** REQUIRED ACTION **
Restate the data word for word and leave the images out.

** AVAILABLE RECORDS **
* * * * *
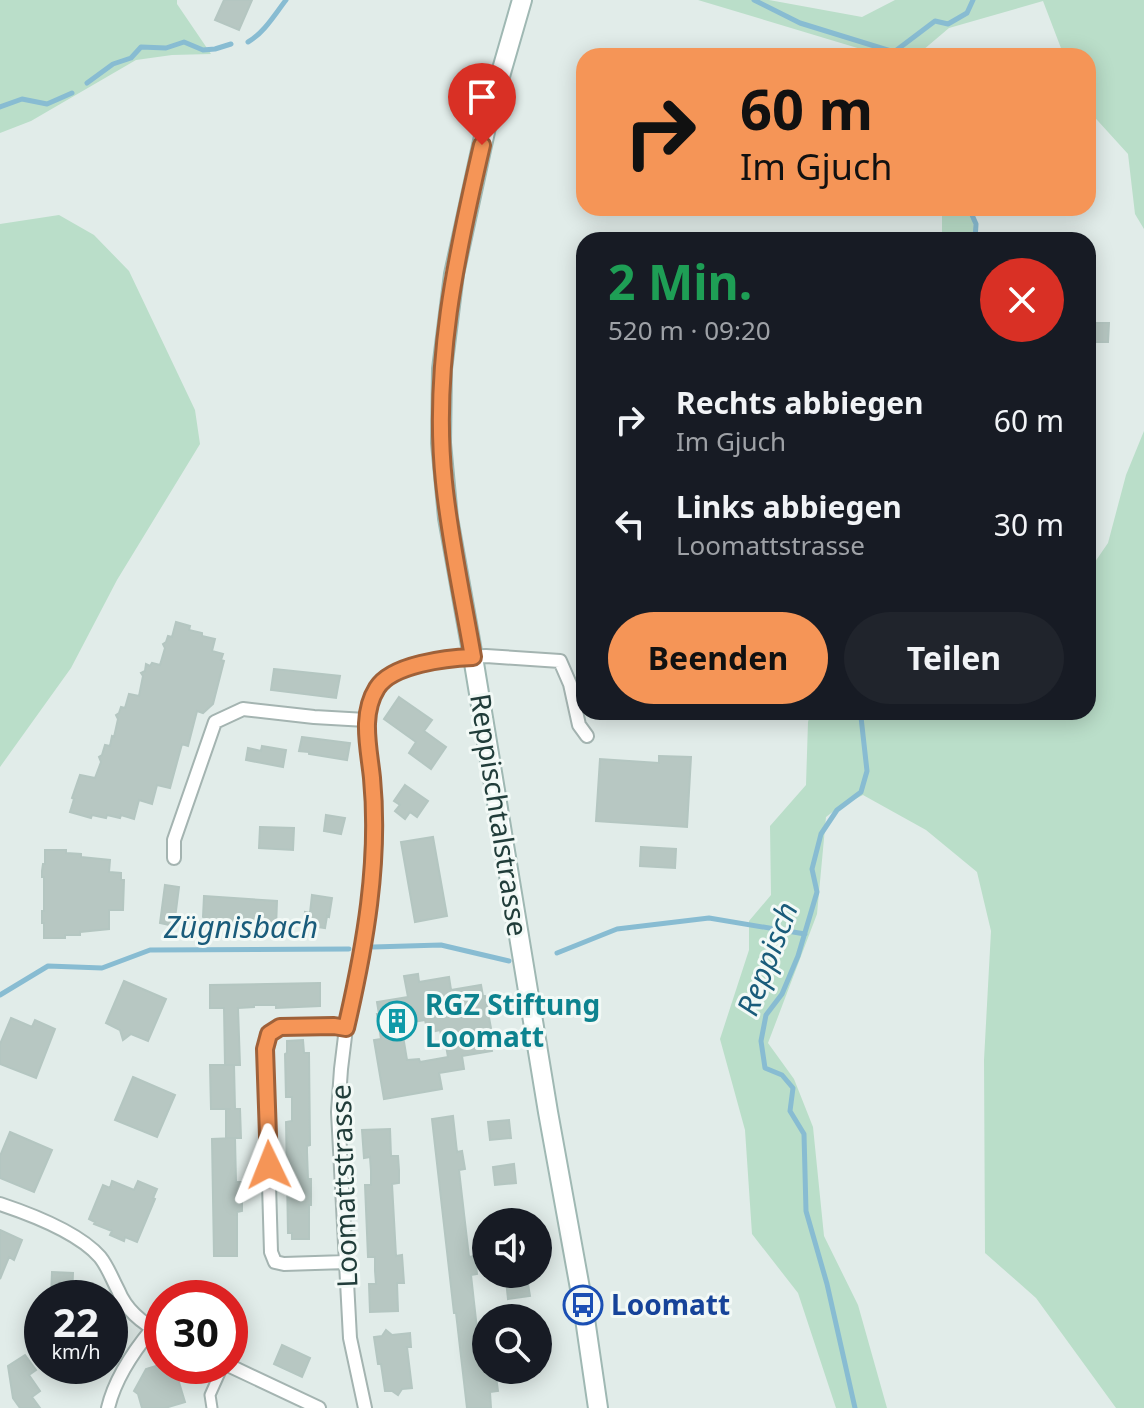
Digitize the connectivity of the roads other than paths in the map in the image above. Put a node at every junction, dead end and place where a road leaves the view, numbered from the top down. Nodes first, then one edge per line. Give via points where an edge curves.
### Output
1 (522, 0) edge
2 (473, 657) junction
3 (576, 711) edge
4 (366, 720) junction
5 (578, 720) edge
6 (587, 736) dead end
7 (174, 858) dead end
8 (346, 1028) junction
9 (0, 1204) edge
10 (346, 1262) junction
11 (144, 1321) edge
12 (144, 1344) edge
13 (248, 1374) edge
14 (215, 1384) edge
15 (108, 1408) edge
16 (212, 1408) edge
17 (319, 1408) edge
18 (363, 1408) edge
19 (598, 1408) edge

1 - 2 main road, Reppischtalstrasse via 475,173 442,369 444,481
2 - 3 street, Loomattstrasse via 560,661
2 - 4 street, Loomattstrasse via 397,671 378,684
2 - 19 main road, Reppischtalstrasse
4 - 7 street via 243,709 215,722 174,840
4 - 8 street, Loomattstrasse via 373,796 371,892
5 - 6 street, Loomattstrasse
8 - 10 street, Loomattstrasse via 338,1112
8 - 10 street via 280,1027 269,1034 265,1049 271,1252 275,1262 284,1264
9 - 11 street via 59,1229 92,1250 110,1271 127,1307
10 - 18 street, Loomattstrasse via 350,1338
12 - 15 street via 118,1379
13 - 17 street
14 - 16 street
* * * * *
** WRITTEN REPLY **
Digitize the connectivity of the roads other than paths in the map in the image above. Put a node at every junction, dead end and place where a road leaves the view, numbered from the top down. Nodes first, then one edge per line. Give via points where an edge curves.
### Output
1 (522, 0) edge
2 (473, 657) junction
3 (576, 711) edge
4 (366, 720) junction
5 (578, 720) edge
6 (587, 736) dead end
7 (174, 858) dead end
8 (346, 1028) junction
9 (0, 1204) edge
10 (346, 1262) junction
11 (144, 1321) edge
12 (144, 1344) edge
13 (248, 1374) edge
14 (215, 1384) edge
15 (108, 1408) edge
16 (212, 1408) edge
17 (319, 1408) edge
18 (363, 1408) edge
19 (598, 1408) edge

1 - 2 main road, Reppischtalstrasse via 475,173 442,369 444,481
2 - 3 street, Loomattstrasse via 560,661
2 - 4 street, Loomattstrasse via 397,671 378,684
2 - 19 main road, Reppischtalstrasse
4 - 7 street via 243,709 215,722 174,840
4 - 8 street, Loomattstrasse via 373,796 371,892
5 - 6 street, Loomattstrasse
8 - 10 street, Loomattstrasse via 338,1112
8 - 10 street via 280,1027 269,1034 265,1049 271,1252 275,1262 284,1264
9 - 11 street via 59,1229 92,1250 110,1271 127,1307
10 - 18 street, Loomattstrasse via 350,1338
12 - 15 street via 118,1379
13 - 17 street
14 - 16 street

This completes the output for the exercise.